The increase could have been even bigger had the week not included the Columbus Day holiday, which the MBA accounted for in its adjustment of the data.
Interestingly, on an unadjusted basis, total volume increased only 1% compared with the previous week.
Applications for refinances increased 9% while applications for purchases increased 16%.
On an unadjusted basis, applications for purchases increased 5% compared with the previous week and were 9% higher compared with the same week one year ago.
‘We expect that application volume will remain volatile over the next few weeks as the industry continues to implement TILA-RESPA integrated disclosures,’ explains Mike Fratantoni, chief economist for the MBA, in a release.
The refinance share of mortgage activity decreased to 59.5% of total applications from 61.2% the previous week.
Fixed mortgage rates dipped slightly, compared to the previous week. The average rate for a 30-year fixed-rate mortgage (FRM) with conforming loan balance ($417,000 or less) was 3.95%, down from 3.99%.
The average rate for a 30-year FRM with jumbo loan balance (greater than $417,000) was 3.87%, down from 3.89%.

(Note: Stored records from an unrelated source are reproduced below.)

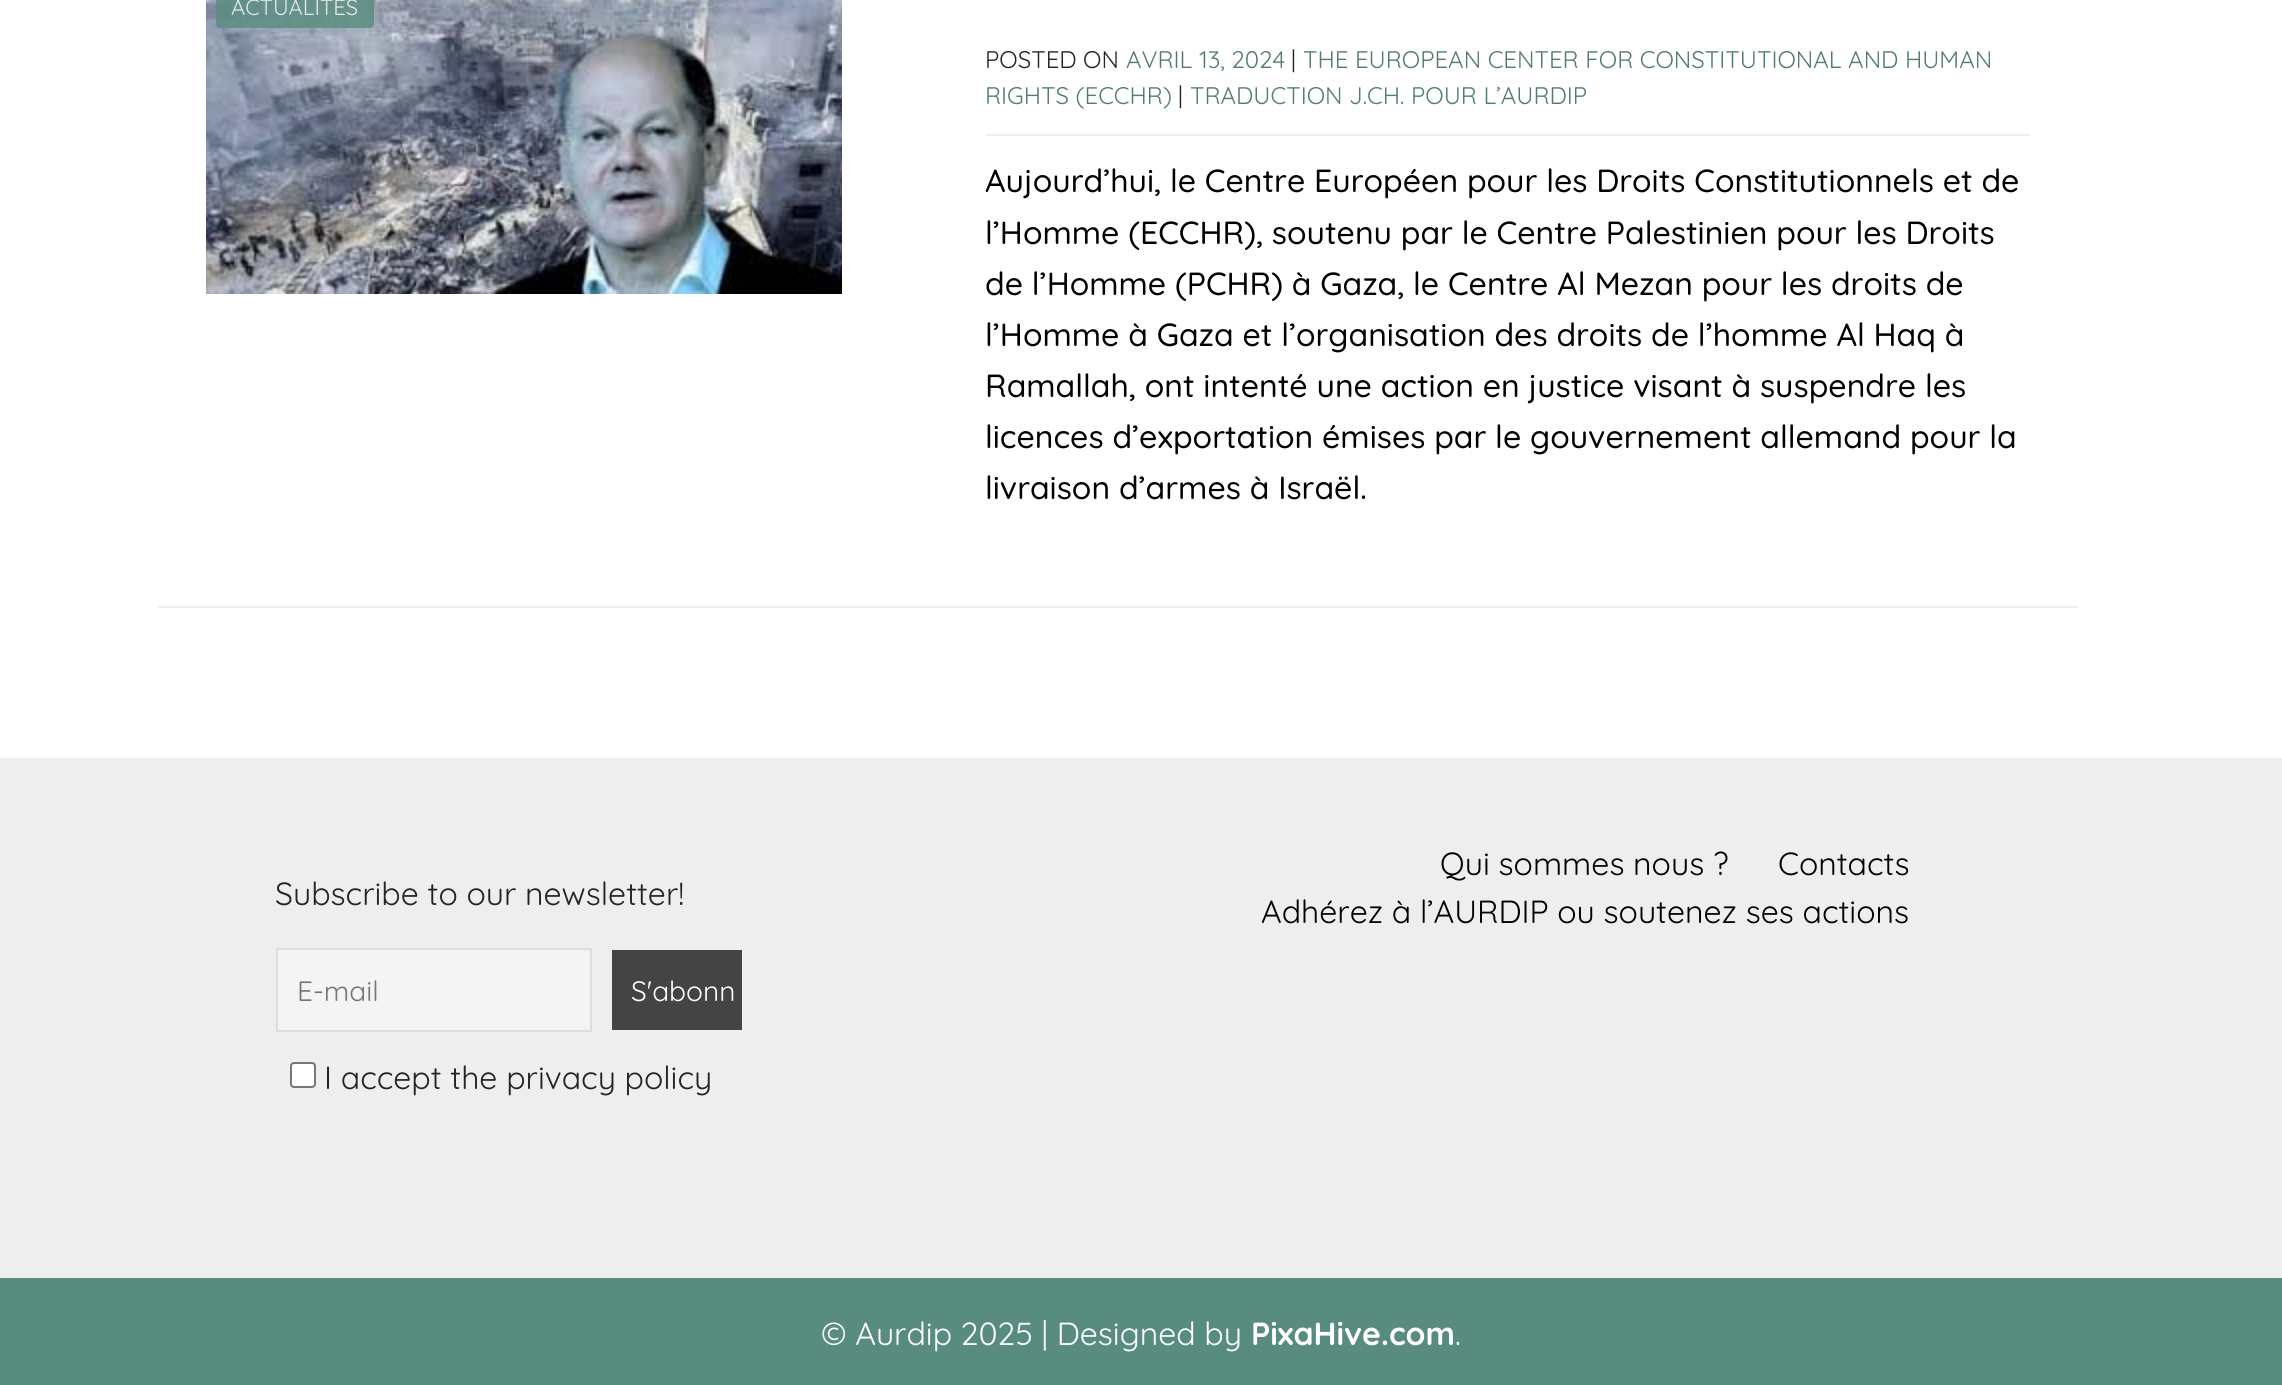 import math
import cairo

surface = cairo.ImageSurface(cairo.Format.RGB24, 2282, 1385)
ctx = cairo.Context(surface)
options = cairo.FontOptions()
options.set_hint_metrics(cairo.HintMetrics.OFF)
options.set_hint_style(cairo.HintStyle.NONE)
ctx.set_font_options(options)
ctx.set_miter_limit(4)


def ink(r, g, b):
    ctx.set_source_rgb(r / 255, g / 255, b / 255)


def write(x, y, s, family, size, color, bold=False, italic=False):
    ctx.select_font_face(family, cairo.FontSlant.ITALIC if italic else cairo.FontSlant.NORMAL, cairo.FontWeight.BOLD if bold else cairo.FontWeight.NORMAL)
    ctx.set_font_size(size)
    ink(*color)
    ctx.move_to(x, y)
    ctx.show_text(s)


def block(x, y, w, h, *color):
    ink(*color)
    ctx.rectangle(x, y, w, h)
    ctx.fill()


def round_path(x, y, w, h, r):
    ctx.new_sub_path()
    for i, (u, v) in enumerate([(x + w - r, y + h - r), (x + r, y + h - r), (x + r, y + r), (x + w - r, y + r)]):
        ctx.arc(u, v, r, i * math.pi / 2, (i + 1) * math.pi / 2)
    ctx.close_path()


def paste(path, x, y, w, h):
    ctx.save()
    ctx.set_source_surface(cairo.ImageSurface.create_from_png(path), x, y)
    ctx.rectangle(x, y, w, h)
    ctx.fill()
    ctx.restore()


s1 = dict(family="Quicksand", size=22, color=(224, 233, 232))
s2 = dict(family="Quicksand", size=24, color=(33, 37, 41))
s3 = dict(family="Quicksand", size=24, color=(82, 124, 112))
s4 = dict(family="Quicksand Medium", size=32, color=(0, 0, 0))
s5 = dict(family="Quicksand", size=32, color=(33, 37, 41))
s6 = dict(family="Quicksand", size=28, color=(117, 117, 117))
s7 = dict(family="Quicksand", size=28, color=(255, 255, 255))
s8 = dict(family="Quicksand", size=32, color=(0, 0, 0))
s9 = dict(family="Quicksand", size=32, color=(255, 255, 255))
s10 = dict(family="Quicksand", size=32, color=(255, 255, 255), bold=True)

ink(255, 255, 255)
ctx.paint()
block(158, 606, 1920, 2, 238, 238, 238)
paste("pic1.png", 206, 0, 636, 294)
ctx.set_source_rgba(0.345, 0.549, 0.494, 0.8)
round_path(216, -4, 158, 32, 4)
ctx.fill()
write(231, 15, "ACTUALITÉS", **s1)
block(986, 134, 1044, 2, 238, 238, 238)
write(985, 68, "POSTED ON", **s2)
write(1126, 68, "AVRIL 13, 2024", **s3)
write(1291, 68, "|", **s2)
write(1303, 68, "THE EUROPEAN CENTER FOR CONSTITUTIONAL AND HUMAN", **s3)
write(985, 104, "RIGHTS (ECCHR)", **s3)
write(1178, 104, "|", **s2)
write(1190, 104, "TRADUCTION J.CH. POUR L’AURDIP", **s3)
write(985, 192, "Aujourd’hui, le Centre Européen pour les Droits Constitutionnels et de", **s4)
write(985, 244, "l’Homme (ECCHR), soutenu par le Centre Palestinien pour les Droits", **s4)
write(985, 295, "de l’Homme (PCHR) à Gaza, le Centre Al Mezan pour les droits de", **s4)
write(985, 346, "l’Homme à Gaza et l’organisation des droits de l’homme Al Haq à", **s4)
write(985, 397, "Ramallah, ont intenté une action en justice visant à suspendre les", **s4)
write(985, 448, "licences d’exportation émises par le gouvernement allemand pour la", **s4)
write(985, 499, "livraison d’armes à Israël.", **s4)
block(0, 758, 2282, 520, 238, 238, 238)
write(275, 905, "Subscribe to our newsletter!", **s5)
ink(244, 244, 244)
ctx.rectangle(277, 949, 314, 82)
ctx.fill_preserve()
ink(221, 221, 221)
ctx.stroke()
write(297, 1001, "E-mail", **s6)
block(612, 950, 130, 80, 68, 68, 68)
write(631, 1001, "S'abonn", **s7)
round_path(291, 1063, 24, 24, 3)
ctx.fill_preserve()
ink(118, 118, 118)
ctx.stroke()
write(324, 1089, "I accept the privacy policy", **s5)
write(1440, 875, "Qui sommes nous ?", **s8)
write(1778, 875, "Contacts", **s8)
write(1261, 923, "Adhérez à l’AURDIP ou soutenez ses actions", **s8)
block(0, 1278, 2282, 107, 88, 140, 126)
write(821, 1345, "© Aurdip 2025 | Designed by", **s9)
write(1251, 1345, "PixaHive.com", **s10)
write(1455, 1345, ".", **s9)
surface.write_to_png("screenshot.png") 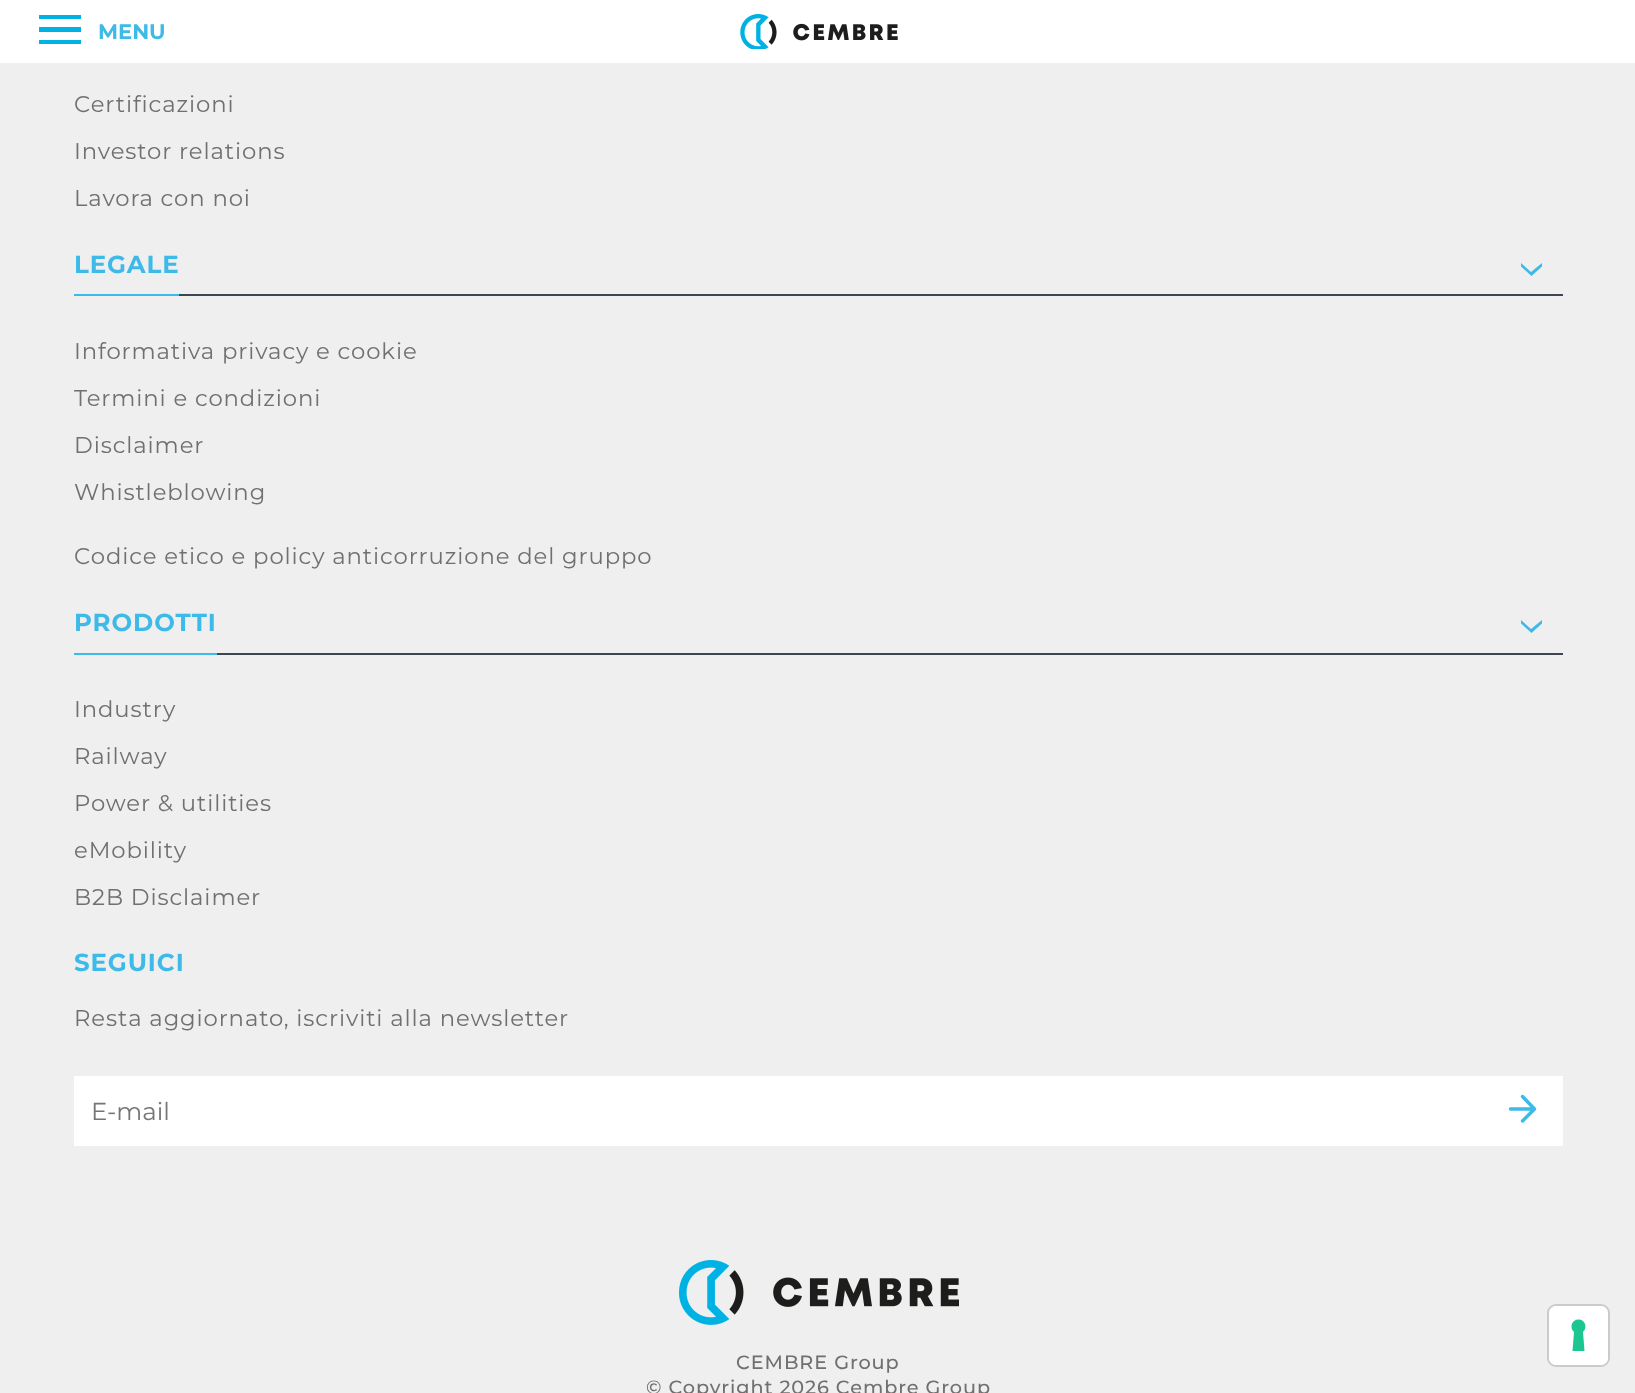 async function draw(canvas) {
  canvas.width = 1635
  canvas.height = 1393
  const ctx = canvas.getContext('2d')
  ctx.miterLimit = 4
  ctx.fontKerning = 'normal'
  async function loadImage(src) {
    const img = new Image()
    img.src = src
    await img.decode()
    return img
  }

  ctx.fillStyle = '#efefef'
  ctx.fillRect(0, 0, 1635, 1393)
  ctx.fillStyle = '#fff'
  ctx.fillRect(0, 0, 1635, 63)
  ctx.fillStyle = '#00b2e3'
  ctx.fillRect(39, 15, 42, 4)
  ctx.fillRect(39, 27, 42, 5)
  ctx.fillRect(39, 40, 42, 4)
  ctx.font = 'bold 21px Montserrat'
  ctx.fillStyle = '#3ebae9'
  ctx.fillText('MENU', 98, 39)
  ctx.drawImage(await loadImage('image0.png'), 740, 14, 158, 35)
  ctx.letterSpacing = '0.9px'
  ctx.font = '22.75px Montserrat'
  ctx.fillStyle = '#716f6f'
  ctx.fillText('Certificazioni', 74, 112)
  ctx.fillText('Investor relations', 74, 159)
  ctx.fillText('Lavora con noi', 74, 206)
  ctx.fillStyle = '#3f4650'
  ctx.fillRect(179, 294, 1384, 2)
  ctx.fillStyle = '#3ebae9'
  ctx.fillRect(74, 294, 105, 2)
  ctx.font = 'bold 24.5px Montserrat'
  ctx.fillText('LEGALE', 74, 273)
  ctx.beginPath()
  ctx.moveTo(1542, 266.5)
  ctx.lineTo(1531.5, 276)
  ctx.lineTo(1521, 266.5)
  ctx.lineTo(1521, 263)
  ctx.lineTo(1531, 272)
  ctx.lineTo(1542, 263)
  ctx.closePath()
  ctx.fill()
  ctx.font = '22.75px Montserrat'
  ctx.fillStyle = '#716f6f'
  ctx.fillText('Informativa privacy e cookie', 74, 359)
  ctx.fillText('Termini e condizioni', 74, 406)
  ctx.fillText('Disclaimer', 74, 453)
  ctx.fillText('Whistleblowing', 74, 500)
  ctx.fillText('Codice etico e policy anticorruzione del gruppo', 74, 564)
  ctx.fillStyle = '#3f4650'
  ctx.fillRect(217, 653, 1346, 2)
  ctx.fillStyle = '#3ebae9'
  ctx.fillRect(74, 653, 143, 2)
  ctx.font = 'bold 24.5px Montserrat'
  ctx.fillText('PRODOTTI', 74, 631)
  ctx.beginPath()
  ctx.moveTo(1542, 623.5)
  ctx.lineTo(1531.5, 633)
  ctx.lineTo(1521, 623.5)
  ctx.lineTo(1521, 620)
  ctx.lineTo(1531, 629)
  ctx.lineTo(1542, 620)
  ctx.closePath()
  ctx.fill()
  ctx.font = '22.75px Montserrat'
  ctx.fillStyle = '#716f6f'
  ctx.fillText('Industry', 74, 717)
  ctx.fillText('Railway', 74, 764)
  ctx.fillText('Power & utilities', 74, 811)
  ctx.fillText('eMobility', 74, 858)
  ctx.fillText('B2B Disclaimer', 74, 905)
  ctx.font = 'bold 24.5px Montserrat'
  ctx.fillStyle = '#3ebae9'
  ctx.fillText('SEGUICI', 74, 971)
  ctx.font = '22.75px Montserrat'
  ctx.fillStyle = '#716f6f'
  ctx.fillText('Resta aggiornato, iscriviti alla newsletter', 74, 1026)
  ctx.fillStyle = '#fff'
  ctx.fillRect(74, 1076, 1489, 70)
  ctx.letterSpacing = '0px'
  ctx.font = '24.5px Montserrat'
  ctx.fillStyle = '#757575'
  ctx.fillText('E-mail', 91, 1120)
  ctx.beginPath()
  ctx.moveTo(1510.5, 1109)
  ctx.lineTo(1534.5, 1109)
  ctx.moveTo(1522.5, 1096.5)
  ctx.lineTo(1534.5, 1109)
  ctx.lineTo(1522.5, 1121)
  ctx.strokeStyle = '#3ebae9'
  ctx.lineWidth = 3.5
  ctx.lineCap = 'round'
  ctx.lineJoin = 'round'
  ctx.stroke()
  ctx.drawImage(await loadImage('image1.png'), 679, 1260, 280, 65)
  ctx.letterSpacing = '0.9px'
  ctx.font = '500 19.25px Montserrat'
  ctx.fillStyle = '#716f6f'
  ctx.fillText('CEMBRE Group', 736, 1369)
  ctx.fillText('© Copyright 2026 Cembre Group', 646, 1394)
  ctx.beginPath()
  ctx.roundRect(1548, 1305, 61, 61, 8)
  ctx.strokeStyle = '#cbcbcb'
  ctx.lineWidth = 2
  ctx.lineJoin = 'miter'
  ctx.stroke()
  ctx.fillStyle = '#fff'
  ctx.beginPath()
  ctx.roundRect(1549, 1306, 59, 59, 7)
  ctx.fill()
  ctx.fillStyle = '#1cc691'
  ctx.beginPath()
  ctx.moveTo(1578.5, 1319.5)
  ctx.bezierCurveTo(1585, 1319.5, 1588, 1327.5, 1583, 1332)
  ctx.lineTo(1584.5, 1351)
  ctx.lineTo(1572.5, 1351)
  ctx.lineTo(1574, 1332)
  ctx.bezierCurveTo(1569, 1327.5, 1572, 1319.5, 1578.5, 1319.5)
  ctx.closePath()
  ctx.fill('evenodd')
}

draw(document.querySelector('canvas'))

The average rate for a 30-year FRM backed by the FHA was 3.78%, down from 3.82%.
The average rate for a 15-year FRM remained unchanged at 3.20%.
The average rate for a 5/1 adjustable-rate mortgage (ARM) was 2.94%, down from 3.00%.
The ARM share of activity decreased to 6.9% of total applications.
All rates are based on closings and the survey covers about 75% of mortgage applications submitted.